- _Available records_:
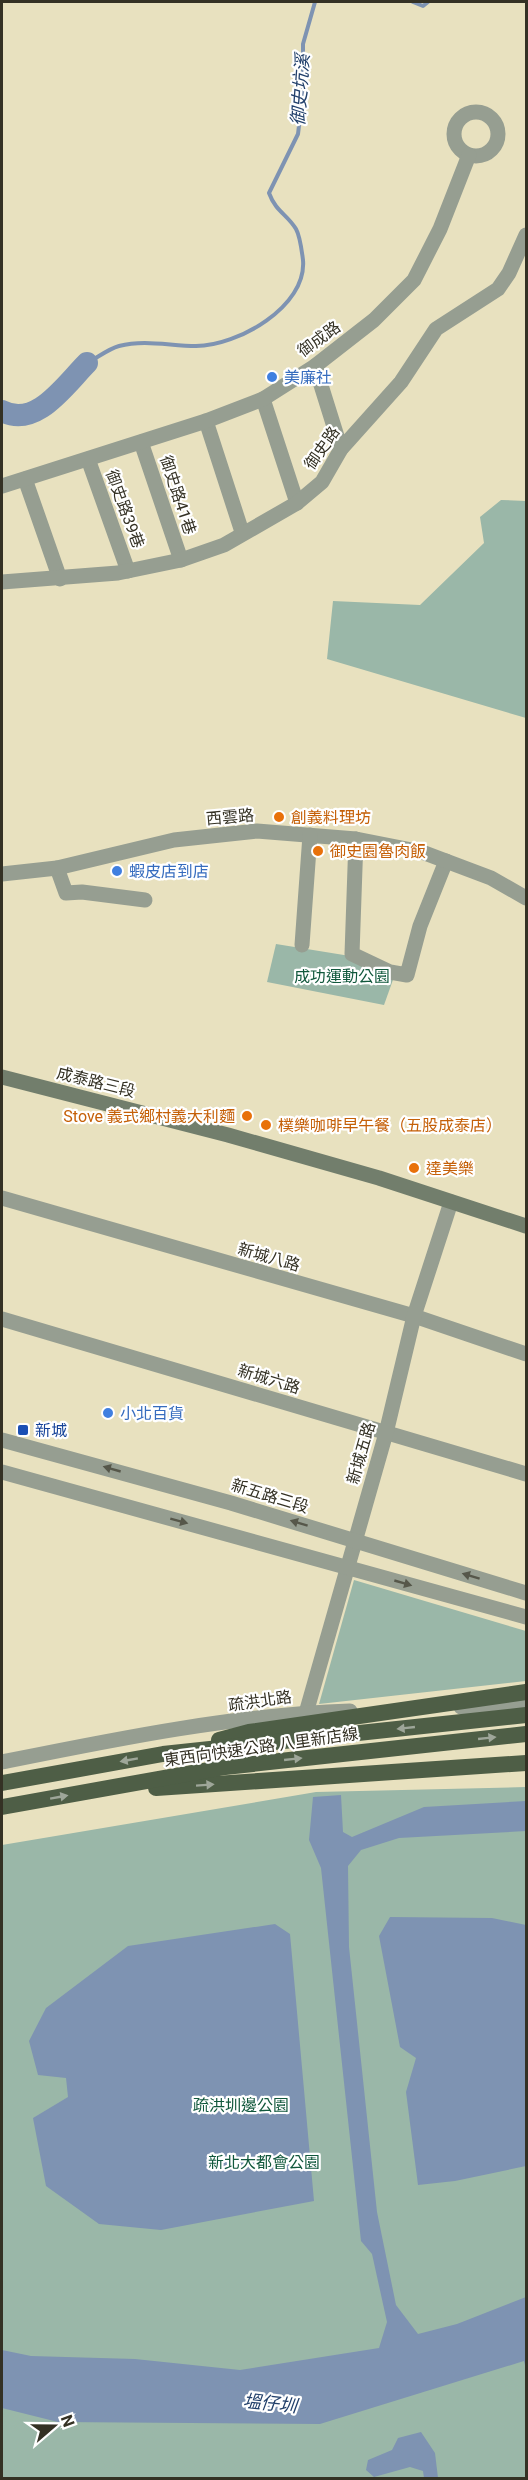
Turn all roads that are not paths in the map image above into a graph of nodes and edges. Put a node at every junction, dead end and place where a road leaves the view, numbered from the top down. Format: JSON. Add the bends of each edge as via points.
{"nodes":[{"id":1,"x":469,"y":155,"type":"dead end"},
{"id":2,"x":526,"y":234,"type":"edge"},
{"id":3,"x":315,"y":366,"type":"junction"},
{"id":4,"x":263,"y":399,"type":"junction"},
{"id":5,"x":206,"y":421,"type":"junction"},
{"id":6,"x":141,"y":442,"type":"junction"},
{"id":7,"x":341,"y":449,"type":"junction"},
{"id":8,"x":88,"y":459,"type":"junction"},
{"id":9,"x":25,"y":479,"type":"junction"},
{"id":10,"x":2,"y":486,"type":"edge"},
{"id":11,"x":297,"y":503,"type":"junction"},
{"id":12,"x":242,"y":532,"type":"junction"},
{"id":13,"x":181,"y":560,"type":"junction"},
{"id":14,"x":128,"y":571,"type":"junction"},
{"id":15,"x":60,"y":579,"type":"junction"},
{"id":16,"x":2,"y":582,"type":"edge"},
{"id":17,"x":310,"y":835,"type":"junction"},
{"id":18,"x":356,"y":839,"type":"junction"},
{"id":19,"x":446,"y":861,"type":"junction"},
{"id":20,"x":57,"y":868,"type":"junction"},
{"id":21,"x":2,"y":874,"type":"edge"},
{"id":22,"x":526,"y":898,"type":"edge"},
{"id":23,"x":145,"y":900,"type":"dead end"},
{"id":24,"x":302,"y":945,"type":"dead end"},
{"id":25,"x":2,"y":1077,"type":"edge"},
{"id":26,"x":2,"y":1198,"type":"edge"},
{"id":27,"x":450,"y":1202,"type":"junction"},
{"id":28,"x":526,"y":1226,"type":"edge"},
{"id":29,"x":414,"y":1316,"type":"junction"},
{"id":30,"x":2,"y":1318,"type":"edge"},
{"id":31,"x":526,"y":1354,"type":"edge"},
{"id":32,"x":386,"y":1433,"type":"junction"},
{"id":33,"x":2,"y":1440,"type":"edge"},
{"id":34,"x":2,"y":1472,"type":"edge"},
{"id":35,"x":526,"y":1474,"type":"edge"},
{"id":36,"x":355,"y":1540,"type":"junction"},
{"id":37,"x":347,"y":1567,"type":"junction"},
{"id":38,"x":526,"y":1593,"type":"edge"},
{"id":39,"x":526,"y":1617,"type":"edge"},
{"id":40,"x":526,"y":1692,"type":"edge"},
{"id":41,"x":526,"y":1706,"type":"edge"},
{"id":42,"x":306,"y":1713,"type":"junction"},
{"id":43,"x":526,"y":1715,"type":"edge"},
{"id":44,"x":526,"y":1734,"type":"edge"},
{"id":45,"x":163,"y":1754,"type":"junction"},
{"id":46,"x":2,"y":1762,"type":"edge"},
{"id":47,"x":526,"y":1763,"type":"edge"},
{"id":48,"x":2,"y":1783,"type":"edge"},
{"id":49,"x":105,"y":1789,"type":"junction"},
{"id":50,"x":2,"y":1807,"type":"edge"}],
"edges":[{"from":1,"to":3,"type":"street","name":"御成路","via":[[440,229],[414,280],[375,320]]},
{"from":2,"to":7,"type":"street","name":"御史路","via":[[498,289],[436,329],[401,382]]},
{"from":3,"to":4,"type":"street","name":"御成路"},
{"from":3,"to":7,"type":"street"},
{"from":4,"to":5,"type":"street","name":"御成路"},
{"from":4,"to":11,"type":"street"},
{"from":5,"to":6,"type":"street","name":"御成路"},
{"from":5,"to":12,"type":"street"},
{"from":6,"to":8,"type":"street","name":"御成路"},
{"from":6,"to":13,"type":"street","name":"御史路41巷"},
{"from":7,"to":11,"type":"street","name":"御史路","via":[[322,482]]},
{"from":8,"to":9,"type":"street","name":"御成路"},
{"from":8,"to":14,"type":"street","name":"御史路39巷"},
{"from":9,"to":10,"type":"street","name":"御成路"},
{"from":9,"to":15,"type":"street"},
{"from":11,"to":12,"type":"street","name":"御史路"},
{"from":12,"to":13,"type":"street","name":"御史路","via":[[224,545]]},
{"from":13,"to":14,"type":"street","name":"御史路"},
{"from":14,"to":15,"type":"street","name":"御史路"},
{"from":15,"to":16,"type":"street","name":"御史路"},
{"from":17,"to":18,"type":"street","name":"西雲路"},
{"from":17,"to":20,"type":"street","name":"西雲路","via":[[257,831],[174,840]]},
{"from":17,"to":24,"type":"street"},
{"from":18,"to":19,"type":"street","name":"西雲路","via":[[422,852]]},
{"from":18,"to":19,"type":"street","via":[[352,954],[390,972],[407,975],[420,926]]},
{"from":19,"to":22,"type":"street","name":"西雲路","via":[[491,878]]},
{"from":20,"to":21,"type":"street","name":"西雲路"},
{"from":20,"to":23,"type":"street","via":[[66,893]]},
{"from":25,"to":27,"type":"main road","name":"成泰路三段","via":[[228,1135]]},
{"from":26,"to":29,"type":"street","name":"新城八路"},
{"from":27,"to":28,"type":"main road","name":"成泰路三段"},
{"from":27,"to":29,"type":"street","name":"新城五路"},
{"from":29,"to":31,"type":"street","name":"新城八路"},
{"from":29,"to":32,"type":"street","name":"新城五路"},
{"from":30,"to":32,"type":"street","name":"新城六路"},
{"from":32,"to":35,"type":"street","name":"新城六路"},
{"from":32,"to":36,"type":"street","name":"新城五路"},
{"from":36,"to":33,"type":"street","name":"新五路三段","one_way":true},
{"from":34,"to":37,"type":"street","one_way":true},
{"from":36,"to":37,"type":"street","name":"新城五路"},
{"from":38,"to":36,"type":"street","name":"新五路三段","one_way":true},
{"from":37,"to":39,"type":"street","one_way":true},
{"from":37,"to":42,"type":"street","name":"新城五路"},
{"from":40,"to":45,"type":"highway","via":[[249,1732]]},
{"from":41,"to":42,"type":"street","name":"疏洪北路"},
{"from":42,"to":46,"type":"street","name":"疏洪北路","via":[[82,1746]]},
{"from":43,"to":45,"type":"highway","name":"東西向快速公路 八里新店線","one_way":true},
{"from":49,"to":44,"type":"highway","name":"東西向快速公路 八里新店線","one_way":true,"via":[[225,1767]]},
{"from":45,"to":48,"type":"highway","name":"東西向快速公路 八里新店線","one_way":true},
{"from":49,"to":47,"type":"highway","one_way":true},
{"from":50,"to":49,"type":"highway","name":"東西向快速公路 八里新店線","one_way":true}]}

- _Task prompt_: Find how many lines in the entries above use the word "新城五路". Write the number alone.

- _Final answer_: 5